_TASK REQUIREMENTS_
Copy every line from the records below that holds the word "Ituzaingó".

_EXTRACTED MATERIAL_

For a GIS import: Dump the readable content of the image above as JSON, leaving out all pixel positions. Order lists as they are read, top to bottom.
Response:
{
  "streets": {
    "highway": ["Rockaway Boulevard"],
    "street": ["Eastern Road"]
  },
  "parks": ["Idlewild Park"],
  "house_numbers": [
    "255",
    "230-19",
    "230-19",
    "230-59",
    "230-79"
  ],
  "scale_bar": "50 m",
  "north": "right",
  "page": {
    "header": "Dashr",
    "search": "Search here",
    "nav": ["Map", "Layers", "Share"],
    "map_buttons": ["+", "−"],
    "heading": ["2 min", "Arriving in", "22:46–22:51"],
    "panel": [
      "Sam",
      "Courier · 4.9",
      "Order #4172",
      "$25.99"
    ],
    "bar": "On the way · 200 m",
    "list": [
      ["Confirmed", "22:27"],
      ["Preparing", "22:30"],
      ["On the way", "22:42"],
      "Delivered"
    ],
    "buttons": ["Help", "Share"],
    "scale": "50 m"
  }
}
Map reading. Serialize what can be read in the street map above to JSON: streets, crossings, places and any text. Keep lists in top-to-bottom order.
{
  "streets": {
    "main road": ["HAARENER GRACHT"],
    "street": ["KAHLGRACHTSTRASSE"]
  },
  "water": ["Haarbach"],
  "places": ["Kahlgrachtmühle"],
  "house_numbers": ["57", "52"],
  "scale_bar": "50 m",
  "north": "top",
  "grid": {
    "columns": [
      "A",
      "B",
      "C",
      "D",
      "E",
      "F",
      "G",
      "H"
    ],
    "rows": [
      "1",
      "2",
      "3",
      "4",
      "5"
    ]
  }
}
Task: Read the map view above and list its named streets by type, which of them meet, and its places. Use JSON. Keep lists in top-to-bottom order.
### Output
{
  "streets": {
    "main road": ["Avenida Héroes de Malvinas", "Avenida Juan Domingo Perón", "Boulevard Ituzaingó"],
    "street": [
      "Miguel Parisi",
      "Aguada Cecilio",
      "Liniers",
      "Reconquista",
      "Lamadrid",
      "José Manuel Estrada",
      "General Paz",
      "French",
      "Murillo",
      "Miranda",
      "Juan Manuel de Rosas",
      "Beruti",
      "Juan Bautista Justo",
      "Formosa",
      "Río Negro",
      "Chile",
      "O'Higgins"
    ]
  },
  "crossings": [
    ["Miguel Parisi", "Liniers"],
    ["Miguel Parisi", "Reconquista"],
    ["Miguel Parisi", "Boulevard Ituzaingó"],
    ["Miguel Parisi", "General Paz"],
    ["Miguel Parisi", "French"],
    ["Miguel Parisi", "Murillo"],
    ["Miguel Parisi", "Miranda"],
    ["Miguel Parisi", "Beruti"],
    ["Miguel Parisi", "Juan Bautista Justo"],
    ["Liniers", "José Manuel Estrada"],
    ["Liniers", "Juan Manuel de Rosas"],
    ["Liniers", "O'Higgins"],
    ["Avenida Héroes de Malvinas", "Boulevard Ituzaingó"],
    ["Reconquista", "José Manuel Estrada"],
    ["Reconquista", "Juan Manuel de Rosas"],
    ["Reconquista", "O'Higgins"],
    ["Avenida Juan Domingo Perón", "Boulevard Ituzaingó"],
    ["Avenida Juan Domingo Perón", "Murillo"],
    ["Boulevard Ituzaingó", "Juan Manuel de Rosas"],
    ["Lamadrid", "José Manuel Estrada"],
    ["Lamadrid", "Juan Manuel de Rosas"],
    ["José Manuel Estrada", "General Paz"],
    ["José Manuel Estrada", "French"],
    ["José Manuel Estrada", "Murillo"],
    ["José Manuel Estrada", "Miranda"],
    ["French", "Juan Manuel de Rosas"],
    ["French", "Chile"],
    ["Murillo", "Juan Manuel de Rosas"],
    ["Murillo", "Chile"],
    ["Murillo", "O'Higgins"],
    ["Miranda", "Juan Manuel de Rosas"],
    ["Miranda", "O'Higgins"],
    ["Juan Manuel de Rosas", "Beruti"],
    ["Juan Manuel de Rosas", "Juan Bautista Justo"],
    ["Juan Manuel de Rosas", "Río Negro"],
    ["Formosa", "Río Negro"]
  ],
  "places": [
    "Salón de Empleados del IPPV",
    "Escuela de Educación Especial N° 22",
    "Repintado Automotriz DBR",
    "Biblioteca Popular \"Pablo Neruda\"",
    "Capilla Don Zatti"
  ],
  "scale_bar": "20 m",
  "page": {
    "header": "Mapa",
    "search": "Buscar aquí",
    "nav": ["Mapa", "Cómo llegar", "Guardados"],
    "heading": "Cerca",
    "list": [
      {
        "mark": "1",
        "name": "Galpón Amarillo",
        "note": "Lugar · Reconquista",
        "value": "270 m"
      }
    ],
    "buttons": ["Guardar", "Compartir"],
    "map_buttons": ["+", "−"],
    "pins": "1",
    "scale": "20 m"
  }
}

_EXPECTED ANSWER_
    "main road": ["Avenida Héroes de Malvinas", "Avenida Juan Domingo Perón", "Boulevard Ituzaingó"],
    ["Miguel Parisi", "Boulevard Ituzaingó"],
    ["Avenida Héroes de Malvinas", "Boulevard Ituzaingó"],
    ["Avenida Juan Domingo Perón", "Boulevard Ituzaingó"],
    ["Boulevard Ituzaingó", "Juan Manuel de Rosas"],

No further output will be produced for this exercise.